NUKILAN.id | Banda Aceh – Dua dekade setelah tsunami yang melanda Aceh, wilayah ini telah menjalani perjalanan panjang menuju pemulihan dan menunjukkan ketahanan luar biasa. Namun, fakta unik terkait mitigasi bencana mulai muncul. Berdasarkan temuan ANTARA, di kawasan pesisir Kota Banda Aceh kini banyak berdiri perumahan yang jaraknya hanya sekitar tiga kilometer dari bibir pantai.
Berdasarkan pengamatan Nukilan.id, salah satu kawasan tersebut adalah Kajhu, Aceh Besar, di mana kini ratusan unit rumah telah selesai dibangun, dan proses konstruksi terus berlangsung hingga saat ini.
Menurut laporan IFRC Tsunami Response Report, gelombang tsunami yang melanda pada tahun 2004 mencapai ketinggian hingga 30 meter, menyapu kawasan pesisir dalam waktu singkat. Tragedi dahsyat ini merenggut lebih dari 120 ribu jiwa di Provinsi Aceh, dengan sebagian besar korban berasal dari wilayah pesisir. Peristiwa ini meninggalkan bayangan kelam yang sulit dilupakan.
Namun, bagaimana pandangan warga yang kini memutuskan untuk kembali tinggal di kawasan pesisir? Untuk menjawab pertanyaan ini, Nukilan.id melakukan liputan khusus dengan mewawancarai langsung warga yang memilih kembali menetap di wilayah tersebut.

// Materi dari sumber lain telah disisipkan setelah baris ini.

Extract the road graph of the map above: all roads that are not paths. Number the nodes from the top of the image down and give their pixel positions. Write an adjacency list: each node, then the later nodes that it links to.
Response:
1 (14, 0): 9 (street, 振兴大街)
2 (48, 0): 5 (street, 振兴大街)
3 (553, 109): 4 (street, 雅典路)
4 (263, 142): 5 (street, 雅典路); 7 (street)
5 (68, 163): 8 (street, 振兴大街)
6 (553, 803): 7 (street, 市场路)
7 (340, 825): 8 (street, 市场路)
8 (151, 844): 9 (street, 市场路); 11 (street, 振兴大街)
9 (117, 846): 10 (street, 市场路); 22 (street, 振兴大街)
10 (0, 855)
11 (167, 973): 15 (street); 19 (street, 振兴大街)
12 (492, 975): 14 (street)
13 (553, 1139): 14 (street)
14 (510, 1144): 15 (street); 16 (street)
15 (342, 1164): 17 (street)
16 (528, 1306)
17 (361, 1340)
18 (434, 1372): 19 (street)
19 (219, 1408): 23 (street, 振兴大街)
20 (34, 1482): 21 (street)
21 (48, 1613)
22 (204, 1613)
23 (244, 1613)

Muhammad Zikri, seorang penghuni rumah subsidi di kawasan tersebut, mengungkapkan bahwa ia memilih tinggal di sana karena harganya terjangkau dan lokasinya dekat dengan tempat kerjanya di Kota Banda Aceh. Ketika ditanya tentang kekhawatirannya terhadap ancaman tsunami, Zikri mengakui bahwa awalnya ia sempat ragu. Namun, keberadaan penunjuk jalur evakuasi ke tempat aman membuatnya merasa lebih tenang dan mantap untuk menetap di sana.
“Awalnya memang ragu. Tapi sekarang sudah ada papan penunjuk evakuasi dan jalur-jalur menuju tempat aman. Saya rasa kalau ada bencana, masyarakat di sini sudah lebih siap,” kata Zikri saat diwawancarai Nukilan.id, Minggu (29/12/2024).

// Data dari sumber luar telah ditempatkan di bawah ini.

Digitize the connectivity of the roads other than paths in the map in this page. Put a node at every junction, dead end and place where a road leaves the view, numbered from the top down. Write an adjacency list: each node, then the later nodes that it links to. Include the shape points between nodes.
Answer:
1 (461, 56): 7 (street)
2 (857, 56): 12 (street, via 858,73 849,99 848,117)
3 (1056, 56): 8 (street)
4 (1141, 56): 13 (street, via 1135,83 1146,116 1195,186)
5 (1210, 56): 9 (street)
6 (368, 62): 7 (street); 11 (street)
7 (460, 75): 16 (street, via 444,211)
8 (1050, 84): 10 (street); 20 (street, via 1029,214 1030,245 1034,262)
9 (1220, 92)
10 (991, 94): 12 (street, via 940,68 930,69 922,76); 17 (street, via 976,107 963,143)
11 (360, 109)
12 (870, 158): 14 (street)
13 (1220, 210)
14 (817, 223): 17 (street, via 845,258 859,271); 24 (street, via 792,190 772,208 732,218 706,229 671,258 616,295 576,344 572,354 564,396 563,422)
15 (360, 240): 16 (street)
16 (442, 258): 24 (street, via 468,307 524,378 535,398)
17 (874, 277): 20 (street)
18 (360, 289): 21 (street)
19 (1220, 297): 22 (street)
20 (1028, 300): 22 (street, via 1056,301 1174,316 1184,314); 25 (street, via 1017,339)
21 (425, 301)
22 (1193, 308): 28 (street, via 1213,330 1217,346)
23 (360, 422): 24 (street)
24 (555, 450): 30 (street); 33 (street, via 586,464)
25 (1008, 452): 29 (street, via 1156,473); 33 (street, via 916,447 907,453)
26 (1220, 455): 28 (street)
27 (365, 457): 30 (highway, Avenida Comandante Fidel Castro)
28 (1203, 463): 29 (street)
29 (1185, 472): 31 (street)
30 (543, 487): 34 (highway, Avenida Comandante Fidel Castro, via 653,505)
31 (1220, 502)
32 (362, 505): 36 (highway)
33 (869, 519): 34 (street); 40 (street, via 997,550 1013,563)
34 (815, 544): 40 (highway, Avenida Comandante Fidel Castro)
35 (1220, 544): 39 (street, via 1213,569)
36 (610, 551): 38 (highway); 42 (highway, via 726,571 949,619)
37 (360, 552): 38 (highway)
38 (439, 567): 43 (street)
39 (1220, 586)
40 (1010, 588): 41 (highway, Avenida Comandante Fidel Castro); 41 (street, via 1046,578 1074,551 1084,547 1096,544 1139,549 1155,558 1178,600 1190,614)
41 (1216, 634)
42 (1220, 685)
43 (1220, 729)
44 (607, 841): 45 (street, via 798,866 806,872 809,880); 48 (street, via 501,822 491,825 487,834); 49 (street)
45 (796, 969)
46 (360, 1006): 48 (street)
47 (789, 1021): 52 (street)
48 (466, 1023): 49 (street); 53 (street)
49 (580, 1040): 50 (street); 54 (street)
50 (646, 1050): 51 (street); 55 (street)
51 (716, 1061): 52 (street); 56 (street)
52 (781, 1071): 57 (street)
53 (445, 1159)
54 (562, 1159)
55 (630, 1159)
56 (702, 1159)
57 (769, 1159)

Pendapat serupa disampaikan oleh Nadia Putri, seorang ibu rumah tangga yang menyewa salah satu rumah di kawasan tersebut.
“Kami memang tinggal dekat pantai, tapi saya lihat masyarakat sekarang lebih peduli dengan mitigasi. Ada sosialisasi dari pemerintah soal jalur evakuasi. Anak-anak saya pun diajari cara menyelamatkan diri kalau terjadi gempa,” ungkap Nadia.

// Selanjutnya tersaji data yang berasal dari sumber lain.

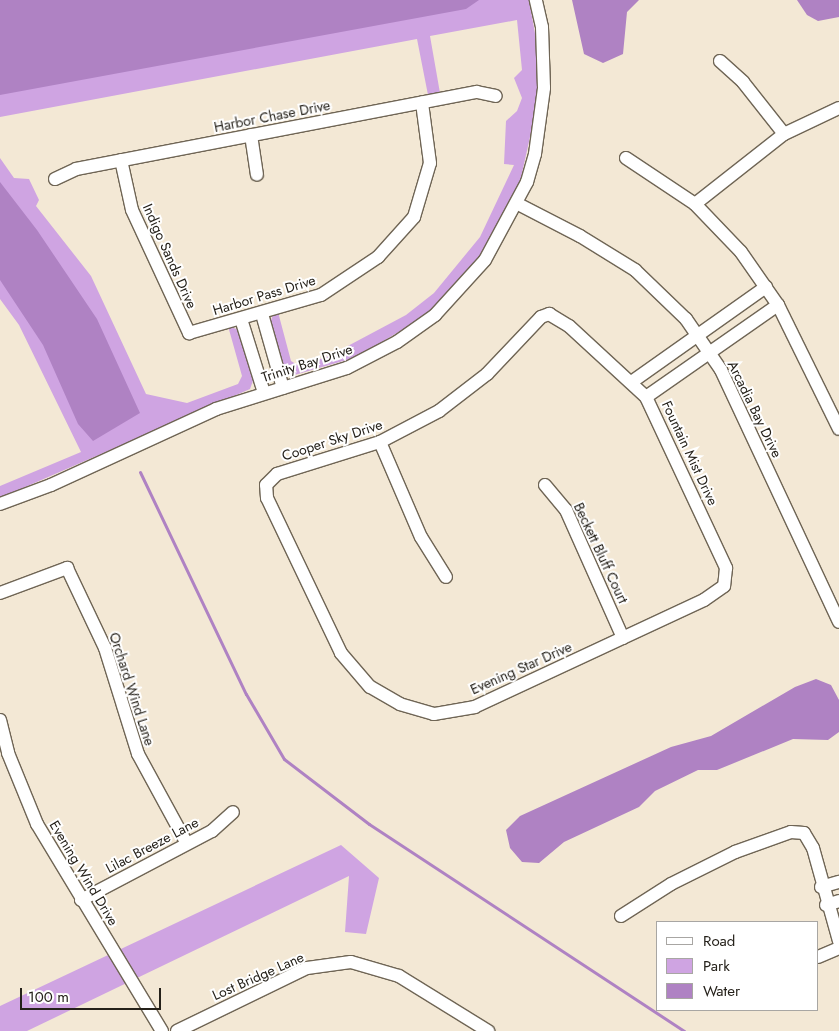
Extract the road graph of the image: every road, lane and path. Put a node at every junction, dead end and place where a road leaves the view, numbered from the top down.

Namun, tidak semua penghuni merasa sepenuhnya yakin. Aminulllah, seorang pedagang yang baru pindah ke kawasan ini, mengungkapkan bahwa ia masih merasa was-was.
“Kalau dipikirkan terus, pasti takut. Tapi mau bagaimana lagi? Harga rumah di tempat lain mahal. Saya hanya berharap pemerintah terus meningkatkan sistem peringatan dini dan kesiapan warga,” tuturnya.
Sementara itu, Syahrul Amin, seorang mahasiswa yang tinggal di kawasan ini, menilai bahwa program mitigasi bencana harus terus berlanjut. Menurutnya, banyak anak kos yang lahir setelah Tsunami mulai kurang waspada terhadap potensi bencana.
“Kita tidak boleh lengah. Jalur evakuasi dan papan petunjuk harus secara rutin diperiksa oleh pihak berwenang. Selain itu, kami yang tinggal di sini juga perlu pelatihan berkala agar siap menghadapi situasi darurat,” ujar Syahrul.
Kajhu, seperti banyak kawasan pesisir Aceh lainnya, menjadi saksi perjalanan panjang pemulihan pascatsunami. Meskipun risiko bencana tetap ada, warga yang memilih tinggal di sini tampaknya telah berdamai dengan ketidakpastian, bertumpu pada harapan bahwa mitigasi yang lebih baik akan melindungi mereka dari tragedi serupa di masa depan.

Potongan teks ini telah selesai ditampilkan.